Other similar technologies offer the prospect of doing away with the screen by beaming light up into a bisecting matrix – still in its infancy the systems can at the moment beam a screen onto a wall or a piece of paper in the same way that images can be projected onto buildings as part of a laser show.
The siren sound of voice recognition
All developments that could suck up research and production budgets only for the company electing to follow that route to suddenly find that voice recognition technology has finally conquered the final issue of achieving an accuracy higher that 97% and made the keyboard completely redundant.
A world fraught with dangers for the mobile manufacturer and one where an entire assembly line can be wiped out overnight.
As the iPhone proved, get it right and you win the house, get it wrong and you won’t even get room in the dustbin.
Thus for Apple’s Jobs the decision in a world of indecision must have been a simple one, “what is possible now? What do people want and how can I give them that?”

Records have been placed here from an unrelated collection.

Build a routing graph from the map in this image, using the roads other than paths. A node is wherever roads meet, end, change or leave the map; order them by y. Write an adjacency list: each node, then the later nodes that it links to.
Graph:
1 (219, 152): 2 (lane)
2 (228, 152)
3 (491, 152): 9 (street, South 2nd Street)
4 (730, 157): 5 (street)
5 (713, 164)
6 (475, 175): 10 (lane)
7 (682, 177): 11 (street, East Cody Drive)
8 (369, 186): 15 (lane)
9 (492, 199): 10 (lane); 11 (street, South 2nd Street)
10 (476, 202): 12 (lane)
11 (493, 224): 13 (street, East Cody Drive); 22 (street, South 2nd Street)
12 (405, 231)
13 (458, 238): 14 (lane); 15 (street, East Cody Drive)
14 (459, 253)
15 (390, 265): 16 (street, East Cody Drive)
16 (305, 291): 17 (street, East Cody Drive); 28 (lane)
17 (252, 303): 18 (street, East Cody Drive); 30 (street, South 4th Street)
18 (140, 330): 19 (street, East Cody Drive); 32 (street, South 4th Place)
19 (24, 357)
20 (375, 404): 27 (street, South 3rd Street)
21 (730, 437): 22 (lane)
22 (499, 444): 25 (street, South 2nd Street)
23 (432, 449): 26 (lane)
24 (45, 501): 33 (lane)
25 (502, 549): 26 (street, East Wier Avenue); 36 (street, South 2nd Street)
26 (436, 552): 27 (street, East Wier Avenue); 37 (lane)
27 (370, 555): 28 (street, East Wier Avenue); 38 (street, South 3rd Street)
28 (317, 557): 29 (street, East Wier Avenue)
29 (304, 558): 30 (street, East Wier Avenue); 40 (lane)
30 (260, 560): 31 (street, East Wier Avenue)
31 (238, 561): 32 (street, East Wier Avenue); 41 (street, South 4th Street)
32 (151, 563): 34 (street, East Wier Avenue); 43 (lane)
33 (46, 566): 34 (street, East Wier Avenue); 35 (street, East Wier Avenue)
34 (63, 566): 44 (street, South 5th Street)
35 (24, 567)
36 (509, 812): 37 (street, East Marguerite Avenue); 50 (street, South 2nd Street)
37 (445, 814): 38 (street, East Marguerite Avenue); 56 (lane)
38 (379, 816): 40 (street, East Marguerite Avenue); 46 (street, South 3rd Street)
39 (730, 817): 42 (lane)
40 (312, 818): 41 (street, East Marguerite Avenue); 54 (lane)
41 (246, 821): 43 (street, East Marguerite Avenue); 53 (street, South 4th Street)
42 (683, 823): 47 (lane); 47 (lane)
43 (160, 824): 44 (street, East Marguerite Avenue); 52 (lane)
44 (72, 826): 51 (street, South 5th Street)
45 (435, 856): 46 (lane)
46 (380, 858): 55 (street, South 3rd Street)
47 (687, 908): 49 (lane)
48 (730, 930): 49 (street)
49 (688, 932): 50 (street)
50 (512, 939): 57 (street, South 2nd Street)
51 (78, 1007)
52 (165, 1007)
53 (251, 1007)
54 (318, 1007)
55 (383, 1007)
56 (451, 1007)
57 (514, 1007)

The answer was a simple one.
Make the most out of the one thing that you can do to reduce space -get rid of the keyboard and deliver the biggest screen that you can, and incorporate the keyboard into it using the touch screen technology being experimented with by all of the phone manufacturers.
Create an interface that can take advantage of the latent appetite for personalisation which had not been effectively catered too – let people design their own interface on the screen.
A little bit of application
And finally, Jobs’ greatest triumph of personalisation, turn the victory of the old enemy back on itself to ensure that you have a captive market.
Just as Microsoft made sure when it captured the entire PC market that things would stay that way by encouraging other companies to write applications for Microsoft’s software, Jobs’ showed that he had taken that lesson to heart and made it his own.
By opening up the iPhone to ‘apps,’ the market could customise its phones to do as many things as the applications developers could come up with – people might be being offered any shape they want as long as its iPhone shaped – but, just as in the British council houses sold to the tenants by Margaret Thatcher, the owners can change the doors and windows, and build extensions.
A world that has still stayed very familiar.
The myPhone revolution
Though Goggle’s android is now threatening the iPhone council housing estate, many of the houses still look very similar and the constraints that have held back mobile design are still dictating a manufacturing conservatism that Apple only bucked with a moment of decisiveness.
New developments in mobile banking and the use of mobile phones as payment devices, predicted by Fi seven years ago, are all going to push the mobile further along the functional road, a capability anxiously being pushed by both mobile service providers and new entrants into the financial services community as they seek to take advantage of the next stage on what is called ‘convergence’.
Ironically, though it is a movement that is now all waiting for the sound of one voice, not now Steve Jobs’ – the King is Dead – but the voice of the consumer saying its first few hesitant words using voice recognition systems.
The absolute game changer, as effective voice recognition, will signal the end of the keyboard, allow the development of a usable biometric for financial transaction security and unique identification by the phone of its owner – it will also transfer a little of the balance of power back to the beautiful people.
As yet though it is a voice in the wilderness and we wait, though on the evidence of events to date, many would bet that the customer might still have quite some say in the development of the mobile.